A person who brings his or her case to the HRTO is called an “Applicant”. A person or company who receives a complaint against them by the Applicant is called a “Respondent”. If an adjudicator is convinced that the Respondent harassed or discriminated against the Applicant, and there has been an injury to the Applicant’s dignity, feelings or self-worth, then the adjudicator can order the Respondent to pay money to the Applicant.
Keep in mind that some cases must go to the Canadian Human Rights Commission instead, and the Human Rights Tribunal of Ontario cannot deal with those types of cases. The CHRC deals with cases that are in the federal sector. Some examples of federal organizations are:
But if your case does not fall into one of those categories, you can most likely take your case to the Human Rights Tribunal of Ontario.
So how does the HRTO work?
Well, the process starts with a document called an “Application”. There are time limits for making an application to the HRTO. You must file your application within one year of when the discrimination happened. If you were discriminated against or harassed more than once, then you must file the application within one year of the most recent incident of discrimination. The HRTO can sometimes accept a late application if it is satisfied the deadline was missed in good faith, meaning it was an honest mistake, but the HTRO must also be satisfied that accepting the late application will not be substantially unfair to the Respondent. Otherwise, the HTRO will not hear the case after the one-year deadline.

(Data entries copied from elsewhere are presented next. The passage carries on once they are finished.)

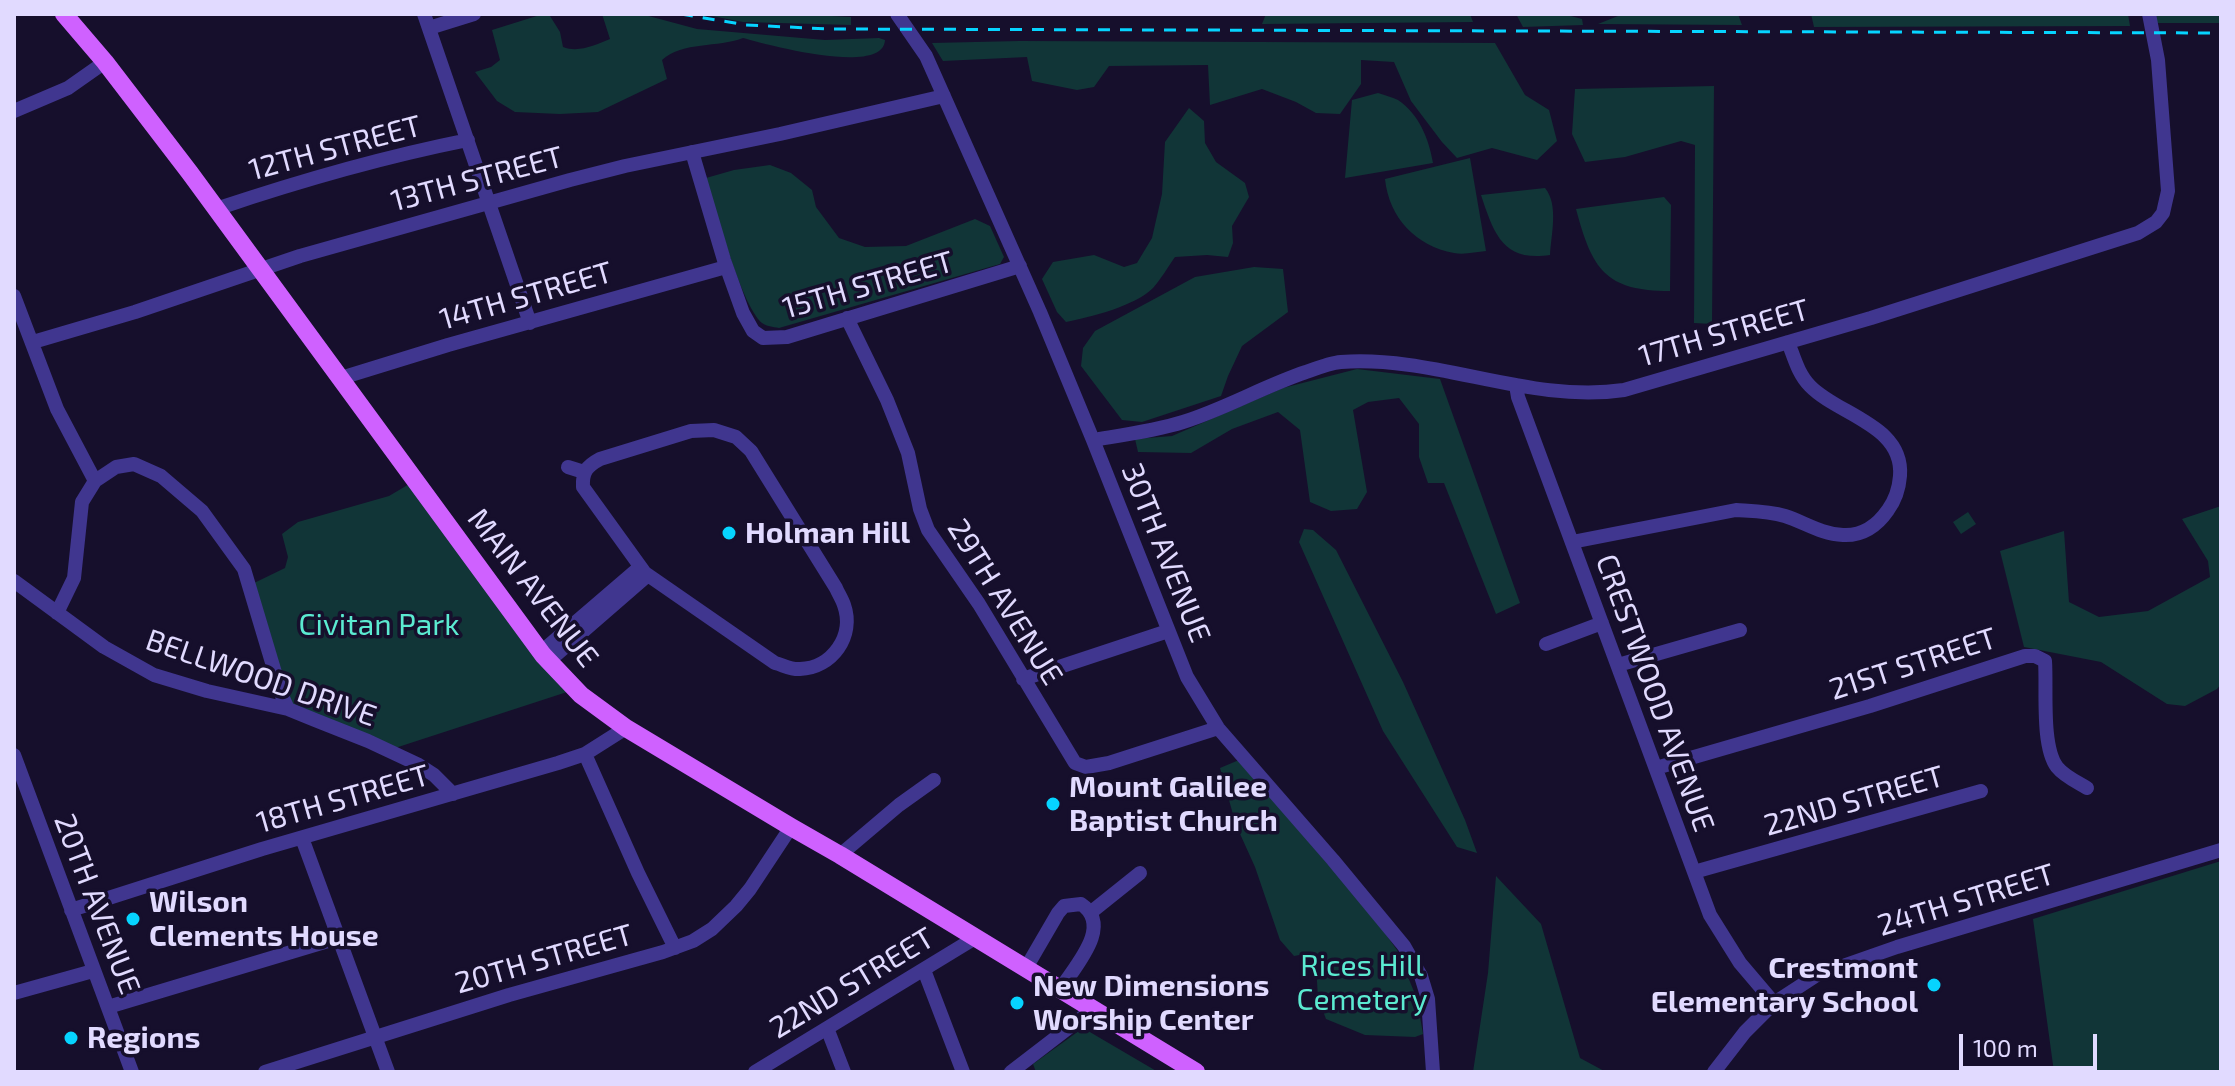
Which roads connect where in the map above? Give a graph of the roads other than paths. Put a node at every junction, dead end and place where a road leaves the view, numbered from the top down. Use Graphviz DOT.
graph roads {
  1 [pos="64,14"];
  2 [pos="474,14"];
  3 [pos="897,14"];
  4 [pos="2149,14"];
  5 [pos="426,21"];
  6 [pos="105,62"];
  7 [pos="944,96"];
  8 [pos="14,111"];
  9 [pos="468,140"];
  10 [pos="692,152"];
  11 [pos="488,203"];
  12 [pos="216,209"];
  13 [pos="1020,266"];
  14 [pos="726,267"];
  15 [pos="261,270"];
  16 [pos="14,296"];
  17 [pos="847,318"];
  18 [pos="530,323"];
  19 [pos="33,342"];
  20 [pos="1788,342"];
  21 [pos="341,378"];
  22 [pos="1516,385"];
  23 [pos="1093,440"];
  24 [pos="568,467"];
  25 [pos="584,472"];
  26 [pos="95,481"];
  27 [pos="1572,542"];
  28 [pos="644,571"];
  29 [pos="14,581"];
  30 [pos="57,613"];
  31 [pos="1602,623"];
  32 [pos="1740,630"];
  33 [pos="1168,631"];
  34 [pos="1546,644"];
  35 [pos="543,655"];
  36 [pos="1618,665"];
  37 [pos="1023,679"];
  38 [pos="288,709"];
  39 [pos="626,728"];
  40 [pos="1218,728"];
  41 [pos="585,754"];
  42 [pos="14,755"];
  43 [pos="1656,768"];
  44 [pos="934,780"];
  45 [pos="19,786"];
  46 [pos="2087,788"];
  47 [pos="1981,791"];
  48 [pos="453,794"];
  49 [pos="791,827"];
  50 [pos="302,838"];
  51 [pos="2221,850"];
  52 [pos="840,855"];
  53 [pos="1694,872"];
  54 [pos="1140,873"];
  55 [pos="71,910"];
  56 [pos="1090,913"];
  57 [pos="338,938"];
  58 [pos="975,938"];
  59 [pos="675,948"];
  60 [pos="1026,968"];
  61 [pos="924,970"];
  62 [pos="93,971"];
  63 [pos="1060,990"];
  64 [pos="14,993"];
  65 [pos="1774,1003"];
  66 [pos="108,1007"];
  67 [pos="1093,1009"];
  68 [pos="827,1028"];
  69 [pos="376,1037"];
  70 [pos="132,1072"];
  71 [pos="265,1072"];
  72 [pos="388,1072"];
  73 [pos="755,1072"];
  74 [pos="844,1072"];
  75 [pos="963,1072"];
  76 [pos="1011,1072"];
  77 [pos="1196,1072"];
  78 [pos="1433,1072"];
  79 [pos="1714,1072"];
  1 -- 6 [label="main road, MAIN AVENUE"];
  2 -- 5 [label="street"];
  3 -- 7 [label="street, 30TH AVENUE"];
  4 -- 20 [label="street, 17TH STREET"];
  5 -- 9 [label="street"];
  6 -- 8 [label="street"];
  6 -- 12 [label="main road, MAIN AVENUE"];
  7 -- 10 [label="street, 13TH STREET"];
  7 -- 13 [label="street, 30TH AVENUE"];
  9 -- 11 [label="street"];
  9 -- 12 [label="street, 12TH STREET"];
  10 -- 11 [label="street, 13TH STREET"];
  10 -- 14 [label="street"];
  11 -- 15 [label="street, 13TH STREET"];
  11 -- 18 [label="street"];
  12 -- 15 [label="main road, MAIN AVENUE"];
  13 -- 17 [label="street, 15TH STREET"];
  13 -- 23 [label="street, 30TH AVENUE"];
  14 -- 17 [label="street, 15TH STREET"];
  14 -- 18 [label="street, 14TH STREET"];
  15 -- 19 [label="street, 13TH STREET"];
  15 -- 21 [label="main road, MAIN AVENUE"];
  16 -- 19 [label="street"];
  17 -- 37 [label="street, 29TH AVENUE"];
  18 -- 21 [label="street, 14TH STREET"];
  19 -- 26 [label="street"];
  20 -- 22 [label="street, 17TH STREET"];
  20 -- 27 [label="street"];
  21 -- 35 [label="main road, MAIN AVENUE"];
  22 -- 23 [label="street, 17TH STREET"];
  22 -- 27 [label="street, CRESTWOOD AVENUE"];
  23 -- 33 [label="street, 30TH AVENUE"];
  24 -- 25 [label="street"];
  25 -- 28 [label="street"];
  25 -- 28 [label="street"];
  26 -- 30 [label="street"];
  26 -- 38 [label="street"];
  27 -- 31 [label="street, CRESTWOOD AVENUE"];
  28 -- 35 [label="street"];
  29 -- 30 [label="street, BELLWOOD DRIVE"];
  30 -- 38 [label="street, BELLWOOD DRIVE"];
  31 -- 34 [label="street"];
  31 -- 36 [label="street, CRESTWOOD AVENUE"];
  32 -- 36 [label="street"];
  33 -- 37 [label="street"];
  33 -- 40 [label="street, 30TH AVENUE"];
  35 -- 39 [label="main road, MAIN AVENUE"];
  36 -- 43 [label="street, CRESTWOOD AVENUE"];
  37 -- 40 [label="street, 29TH AVENUE"];
  38 -- 48 [label="street, BELLWOOD DRIVE"];
  39 -- 41 [label="street, 18TH STREET"];
  39 -- 49 [label="main road, MAIN AVENUE"];
  40 -- 78 [label="street, 30TH AVENUE"];
  41 -- 48 [label="street, 18TH STREET"];
  41 -- 59 [label="street"];
  42 -- 45 [label="street, 20TH AVENUE"];
  43 -- 46 [label="street, 21ST STREET"];
  43 -- 53 [label="street, CRESTWOOD AVENUE"];
  44 -- 52 [label="street"];
  45 -- 55 [label="street, 20TH AVENUE"];
  47 -- 53 [label="street, 22ND STREET"];
  48 -- 50 [label="street, 18TH STREET"];
  49 -- 52 [label="main road, MAIN AVENUE"];
  49 -- 59 [label="street, 20TH STREET"];
  50 -- 55 [label="street, 18TH STREET"];
  50 -- 57 [label="street"];
  51 -- 65 [label="street, 24TH STREET"];
  52 -- 58 [label="main road, MAIN AVENUE"];
  53 -- 65 [label="street, CRESTWOOD AVENUE"];
  54 -- 56 [label="street"];
  55 -- 62 [label="street, 20TH AVENUE"];
  56 -- 60 [label="street"];
  56 -- 63 [label="street"];
  57 -- 66 [label="street"];
  57 -- 69 [label="street"];
  58 -- 60 [label="main road, MAIN AVENUE"];
  58 -- 61 [label="street, 22ND STREET"];
  59 -- 69 [label="street, 20TH STREET"];
  60 -- 63 [label="main road, MAIN AVENUE"];
  61 -- 68 [label="street, 22ND STREET"];
  61 -- 75 [label="street"];
  62 -- 64 [label="street"];
  62 -- 66 [label="street, 20TH AVENUE"];
  63 -- 67 [label="main road, MAIN AVENUE"];
  65 -- 79 [label="street, 24TH STREET"];
  66 -- 70 [label="street, 20TH AVENUE"];
  67 -- 76 [label="street"];
  67 -- 77 [label="main road, MAIN AVENUE"];
  68 -- 73 [label="street, 22ND STREET"];
  68 -- 74 [label="street"];
  69 -- 71 [label="street, 20TH STREET"];
  69 -- 72 [label="street"];
}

The HTRO will provide a copy of the Application to the Respondent after it is satisfied that the Application has been completed correctly. The Respondent must then fill out a Court form called a “Response”, and then give it to the HRTO.

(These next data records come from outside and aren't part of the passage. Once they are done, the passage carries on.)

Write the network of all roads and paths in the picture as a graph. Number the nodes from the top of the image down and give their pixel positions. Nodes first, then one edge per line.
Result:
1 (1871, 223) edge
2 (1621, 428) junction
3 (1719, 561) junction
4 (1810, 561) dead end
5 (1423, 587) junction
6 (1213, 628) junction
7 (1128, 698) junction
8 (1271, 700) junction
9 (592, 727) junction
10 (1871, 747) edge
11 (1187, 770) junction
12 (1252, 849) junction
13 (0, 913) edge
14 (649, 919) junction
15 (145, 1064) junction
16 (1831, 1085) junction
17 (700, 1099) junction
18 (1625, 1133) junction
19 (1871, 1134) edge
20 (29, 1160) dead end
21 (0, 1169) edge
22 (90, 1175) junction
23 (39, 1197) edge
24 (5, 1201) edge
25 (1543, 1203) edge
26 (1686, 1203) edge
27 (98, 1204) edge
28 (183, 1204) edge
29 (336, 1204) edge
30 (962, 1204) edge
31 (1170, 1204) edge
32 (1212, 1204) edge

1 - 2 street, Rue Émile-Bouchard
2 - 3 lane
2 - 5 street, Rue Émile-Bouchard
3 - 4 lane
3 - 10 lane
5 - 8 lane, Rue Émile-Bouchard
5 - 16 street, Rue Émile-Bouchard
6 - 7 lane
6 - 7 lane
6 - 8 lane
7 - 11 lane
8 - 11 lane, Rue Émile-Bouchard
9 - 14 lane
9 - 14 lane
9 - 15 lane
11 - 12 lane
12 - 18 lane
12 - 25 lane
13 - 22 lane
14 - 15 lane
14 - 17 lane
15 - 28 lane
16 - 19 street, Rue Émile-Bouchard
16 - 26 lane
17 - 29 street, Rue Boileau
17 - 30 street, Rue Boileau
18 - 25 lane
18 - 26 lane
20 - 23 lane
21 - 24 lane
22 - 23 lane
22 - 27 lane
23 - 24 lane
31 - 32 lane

If you have received an application and notice of application directing you to file a Response, that means an Applicant has claimed that you have discriminated against him or her, and you will have 35 days to file a response to the allegations against you. If you do not file a Response, you may not be given an opportunity to participate further in the process, and you could be ordered to pay money to the Applicant.

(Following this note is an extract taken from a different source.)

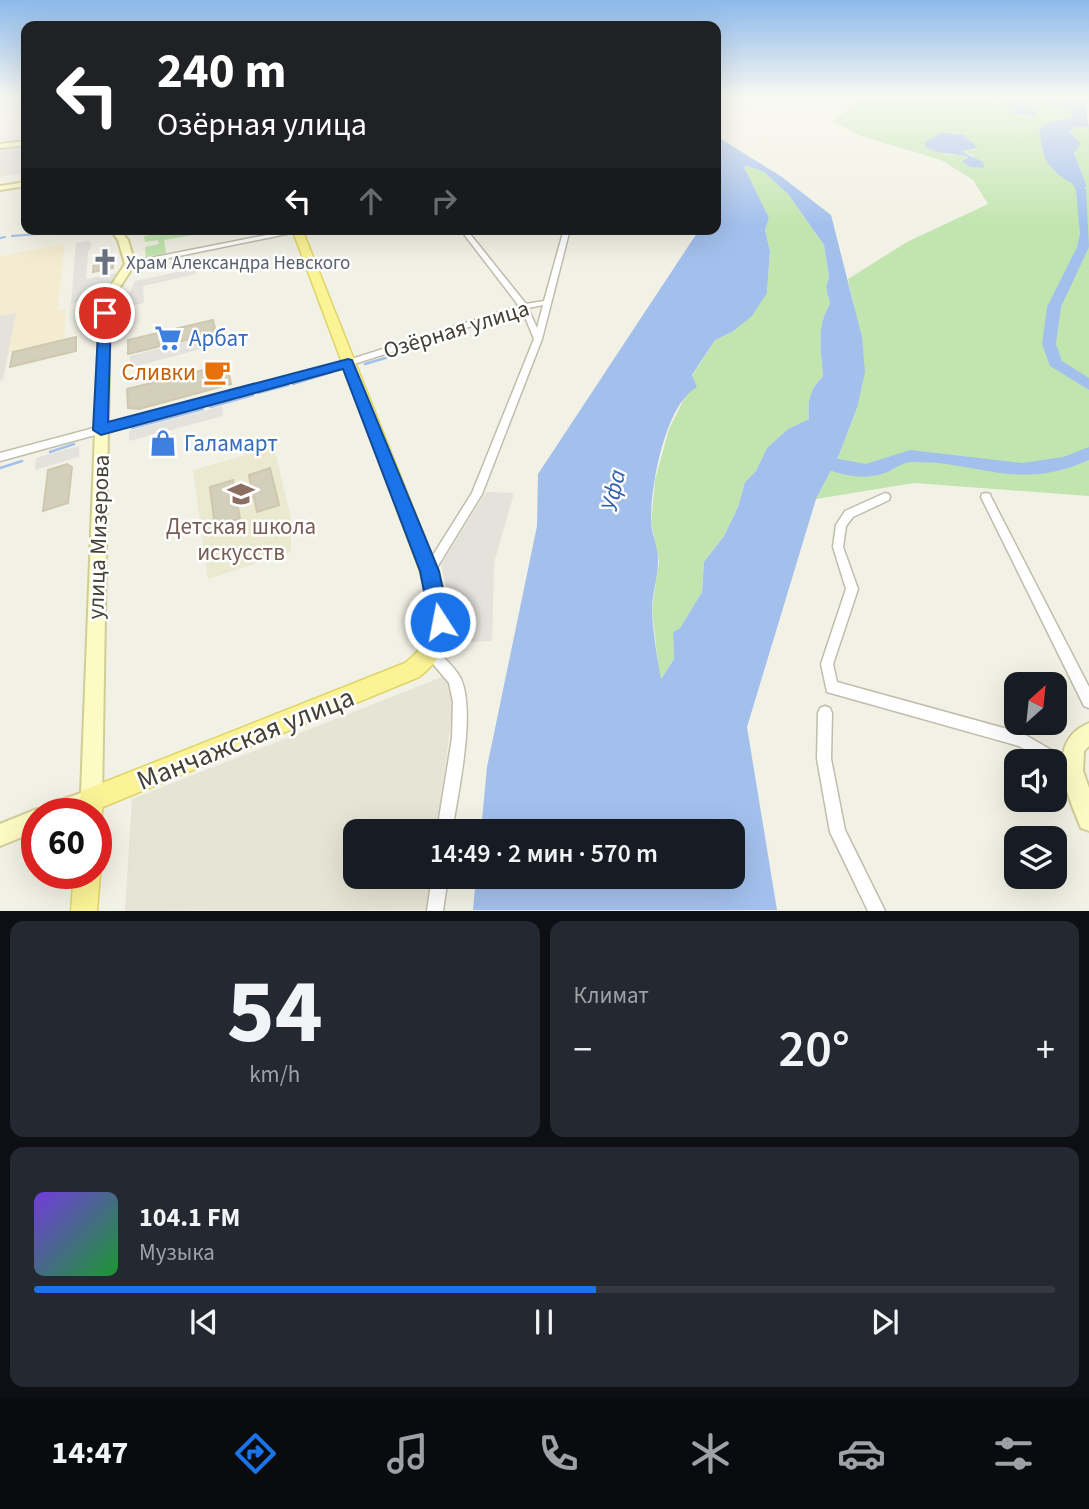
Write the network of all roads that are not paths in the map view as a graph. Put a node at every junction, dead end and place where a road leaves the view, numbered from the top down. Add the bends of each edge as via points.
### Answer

You will be asked on the application or response form if you are willing to try mediation. The goal of mediation is to help the parties reach a solution that resolves the issues in the application. The HRTO mediates disputes using an active listening approach. This means that both sides will have an opportunity to tell a HRTO mediator what happened and what they would like to see done about it. It’s important to keep in mind that the mediator does not decide the issues in the case, because that job is for an adjudicator. The mediator will consider the evidence as well as both sides of the situation, and then help find a solution that is satisfactory to both sides. If you choose to participate in mediation, you will need to sign a Confidentiality Agreement before the mediation. If you settle your case in mediation, you and the other party will have to complete a settlement form. The HRTO will issue a letter to acknowledge the settlement and close the file. However, if you can’t reach a settlement, the case will proceed and may be scheduled for a Hearing. Mediation at the HRTO is a voluntary process. You are encouraged to mediate, but if one or both of the parties is not interested in trying mediation, the case will go directly to a Hearing.
A Hearing at the HRTO is a serious legal process. It provides an opportunity for the Applicant and the Respondent to present facts, evidence and legal arguments to an adjudicator. After the Hearing, the adjudicator will decide the case, and whether or not the Respondent must pay money to the Applicant. The adjudicator can also make other kinds of decisions, such as reinstating a person back to his or her job after he or she was fired due to discrimination. If your hearing lasted 3 days or less, you should receive your final decision within 3 months. If your hearing lasted longer than 3 days, you should receive your final decision within 6 months.
If you are not happy with a decision made by an adjudicator, there is no automatic right to appeal the HRTO’s decisions. However, in some limited circumstances, a person who is dissatisfied with a decision may make a request for something called “Judicial Review”, and the case would go to a place called the “Divisional Court”. However, the Court will not allow a judicial review to happen unless it is satisfied the HRTO’s decision was unreasonable. A judicial review is not an opportunity to reargue a case, and the Divisional Court will not necessarily reverse an adjudicator’s decision simply because the HRTO could have or should have come to a different conclusion.